ただし、とにかく多くのデータを与えればAIの精度が高まるわけではないようだ。全体の中で、どのようなデータをどれくらいの比率で与えるかがAIの精度を上げるカギになるとのこと。
「例えば同じ大腸の画像でも、粘膜の色や細かな構造には個人差があります。そうした個人差をふまえて正しく解析できるAIを作るには、さまざまな種類のデータを適切な比率で与える必要があります。ここに企業のノウハウがあり、われわれも自社で構築したポリシーに従ってAIに与えるデータを整備しています」
また、医療従事者が使いやすい設計にすることも求められる。AIが病変を検出したとしてそれをどのように知らせるか、表示の仕方も医師にとって見やすいもの、気づきやすいものにする必要がある。オリンパスは長年、内視鏡を通じて医療現場と対話し、その声をもとに製品を開発してきた。内視鏡AIでもそのプロセスは変わらないという。
保険適用の事例も生まれ、これから普及のフェーズに
内視鏡AIの開発は加速しており、国内では2019年頃から実用化が進んできた。特に大腸向けの内視鏡AIが先行して発売されている。
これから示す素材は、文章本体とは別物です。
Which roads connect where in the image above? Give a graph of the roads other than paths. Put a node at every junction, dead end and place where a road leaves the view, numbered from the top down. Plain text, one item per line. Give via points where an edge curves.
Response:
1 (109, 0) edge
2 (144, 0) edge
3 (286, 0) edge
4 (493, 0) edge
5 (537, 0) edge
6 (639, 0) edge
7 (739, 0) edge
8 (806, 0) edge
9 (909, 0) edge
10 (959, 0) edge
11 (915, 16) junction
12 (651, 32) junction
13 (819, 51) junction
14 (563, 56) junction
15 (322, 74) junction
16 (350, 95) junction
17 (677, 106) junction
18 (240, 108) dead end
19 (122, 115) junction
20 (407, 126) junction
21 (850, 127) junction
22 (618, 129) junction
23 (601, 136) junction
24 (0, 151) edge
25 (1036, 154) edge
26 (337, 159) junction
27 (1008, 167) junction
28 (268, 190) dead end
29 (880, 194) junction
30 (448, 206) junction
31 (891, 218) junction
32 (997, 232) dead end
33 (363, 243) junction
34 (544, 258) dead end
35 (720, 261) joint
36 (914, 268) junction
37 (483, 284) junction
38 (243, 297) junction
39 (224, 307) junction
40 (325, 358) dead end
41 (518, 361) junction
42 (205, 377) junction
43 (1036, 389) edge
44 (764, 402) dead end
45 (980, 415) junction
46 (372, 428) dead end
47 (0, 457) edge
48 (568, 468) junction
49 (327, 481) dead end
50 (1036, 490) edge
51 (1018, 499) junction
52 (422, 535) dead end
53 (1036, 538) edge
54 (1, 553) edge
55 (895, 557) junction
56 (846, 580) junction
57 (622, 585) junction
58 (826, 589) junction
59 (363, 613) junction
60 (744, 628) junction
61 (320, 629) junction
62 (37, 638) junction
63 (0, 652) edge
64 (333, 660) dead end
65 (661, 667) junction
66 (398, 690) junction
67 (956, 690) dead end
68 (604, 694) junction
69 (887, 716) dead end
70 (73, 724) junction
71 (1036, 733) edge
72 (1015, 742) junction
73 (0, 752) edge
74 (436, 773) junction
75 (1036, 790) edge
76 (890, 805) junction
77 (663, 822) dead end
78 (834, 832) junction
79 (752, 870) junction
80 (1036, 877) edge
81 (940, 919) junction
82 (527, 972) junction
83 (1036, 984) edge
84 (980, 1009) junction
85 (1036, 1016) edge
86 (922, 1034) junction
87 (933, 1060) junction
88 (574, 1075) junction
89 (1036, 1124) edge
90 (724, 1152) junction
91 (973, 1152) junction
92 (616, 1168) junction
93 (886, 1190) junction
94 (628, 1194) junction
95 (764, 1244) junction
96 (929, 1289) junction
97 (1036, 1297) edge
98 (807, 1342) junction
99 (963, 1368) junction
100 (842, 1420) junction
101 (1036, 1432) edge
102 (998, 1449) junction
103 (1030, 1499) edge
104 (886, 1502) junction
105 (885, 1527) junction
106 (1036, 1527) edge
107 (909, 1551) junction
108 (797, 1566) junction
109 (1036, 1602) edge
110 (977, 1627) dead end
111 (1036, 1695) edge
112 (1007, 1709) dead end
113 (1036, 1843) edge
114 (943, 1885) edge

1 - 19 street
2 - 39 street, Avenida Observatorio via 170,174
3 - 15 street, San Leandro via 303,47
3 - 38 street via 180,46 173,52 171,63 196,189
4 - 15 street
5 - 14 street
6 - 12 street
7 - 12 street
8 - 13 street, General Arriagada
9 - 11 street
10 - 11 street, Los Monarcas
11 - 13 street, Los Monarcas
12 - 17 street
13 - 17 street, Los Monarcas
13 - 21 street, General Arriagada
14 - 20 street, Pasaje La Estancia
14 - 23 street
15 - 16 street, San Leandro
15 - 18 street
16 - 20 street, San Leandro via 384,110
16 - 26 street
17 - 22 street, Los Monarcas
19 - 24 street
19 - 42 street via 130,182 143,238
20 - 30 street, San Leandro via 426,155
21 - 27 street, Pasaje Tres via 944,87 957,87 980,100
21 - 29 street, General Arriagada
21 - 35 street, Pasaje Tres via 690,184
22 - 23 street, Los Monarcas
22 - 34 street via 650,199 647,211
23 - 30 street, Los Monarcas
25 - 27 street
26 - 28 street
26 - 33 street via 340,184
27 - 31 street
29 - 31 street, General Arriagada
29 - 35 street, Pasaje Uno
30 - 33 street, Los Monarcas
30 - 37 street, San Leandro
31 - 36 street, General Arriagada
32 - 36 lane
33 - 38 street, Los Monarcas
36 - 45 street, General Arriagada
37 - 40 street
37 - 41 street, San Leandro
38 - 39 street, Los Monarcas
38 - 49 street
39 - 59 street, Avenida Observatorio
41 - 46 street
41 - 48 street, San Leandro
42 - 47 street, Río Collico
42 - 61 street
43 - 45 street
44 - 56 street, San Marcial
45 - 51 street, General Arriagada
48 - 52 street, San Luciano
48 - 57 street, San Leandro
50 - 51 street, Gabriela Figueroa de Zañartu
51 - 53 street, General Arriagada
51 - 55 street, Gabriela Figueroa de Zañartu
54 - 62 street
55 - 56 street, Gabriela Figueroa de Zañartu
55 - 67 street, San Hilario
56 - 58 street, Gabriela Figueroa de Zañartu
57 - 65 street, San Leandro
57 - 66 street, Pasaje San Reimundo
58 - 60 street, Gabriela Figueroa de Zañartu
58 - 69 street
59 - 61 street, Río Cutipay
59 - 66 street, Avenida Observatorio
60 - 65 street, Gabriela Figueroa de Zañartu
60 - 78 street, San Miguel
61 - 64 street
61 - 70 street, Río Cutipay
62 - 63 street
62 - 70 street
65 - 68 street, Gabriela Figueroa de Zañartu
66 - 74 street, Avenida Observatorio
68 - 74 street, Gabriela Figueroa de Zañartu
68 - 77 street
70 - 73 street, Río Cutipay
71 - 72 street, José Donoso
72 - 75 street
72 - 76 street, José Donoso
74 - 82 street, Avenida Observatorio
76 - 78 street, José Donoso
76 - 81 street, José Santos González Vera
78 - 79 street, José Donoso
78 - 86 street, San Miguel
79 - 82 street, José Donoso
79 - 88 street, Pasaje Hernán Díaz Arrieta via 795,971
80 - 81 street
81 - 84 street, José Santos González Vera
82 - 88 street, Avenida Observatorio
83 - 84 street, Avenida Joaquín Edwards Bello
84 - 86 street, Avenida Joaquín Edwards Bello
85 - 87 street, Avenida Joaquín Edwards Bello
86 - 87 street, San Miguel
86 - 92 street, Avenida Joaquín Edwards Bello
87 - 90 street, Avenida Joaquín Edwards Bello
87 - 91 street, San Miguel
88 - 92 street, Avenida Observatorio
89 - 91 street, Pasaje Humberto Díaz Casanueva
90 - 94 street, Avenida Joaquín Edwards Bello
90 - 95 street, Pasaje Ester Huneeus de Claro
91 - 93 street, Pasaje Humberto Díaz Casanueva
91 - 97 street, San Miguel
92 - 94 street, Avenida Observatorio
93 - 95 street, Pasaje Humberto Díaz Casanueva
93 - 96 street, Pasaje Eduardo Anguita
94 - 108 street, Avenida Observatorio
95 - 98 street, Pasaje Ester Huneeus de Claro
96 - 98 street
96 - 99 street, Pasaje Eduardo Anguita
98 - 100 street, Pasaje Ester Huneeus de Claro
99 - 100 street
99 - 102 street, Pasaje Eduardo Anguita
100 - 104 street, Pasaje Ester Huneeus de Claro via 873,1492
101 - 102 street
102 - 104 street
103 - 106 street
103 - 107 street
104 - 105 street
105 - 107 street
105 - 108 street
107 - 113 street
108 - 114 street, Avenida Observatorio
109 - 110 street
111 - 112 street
それでもまだ普及の途中であり、未導入の医療機関は少なくない様子。「これから本格的に普及していく段階でしょう」と後野氏は伝える。
カギになるのは、内視鏡AIの保険適用が認められるかどうかだ。保険が適用されれば、医療機関が内視鏡AIを使った際に診療報酬を受けられる。医療機関が負担するコストは低くなり、導入のハードルは下がるだろう。
そんな中、2024年6月にオリンパスの「EndoBRAIN-EYE」が保険適用の範囲内となった。これから普及を加速させるきっかけになるはずだ。
後野氏は「内視鏡を使う領域すべてに、いずれAIが入っていくでしょう」と伝える。実際、胃や食道の内視鏡AIはすでに開発が進んでいる。
もちろん、部位が変われば内視鏡AIの仕様や開発ノウハウも大きく変わる。例えば食道と大腸では、扱う病気も違えば、処置や治療方法も異なる。内視鏡の画像のどこを見て、どのような観点で診断を下すのかも同じではない。医師の思考や判断基準を理解してAIを作る必要がある。
内視鏡AIの開発競争は、これからも続いていきそうだ。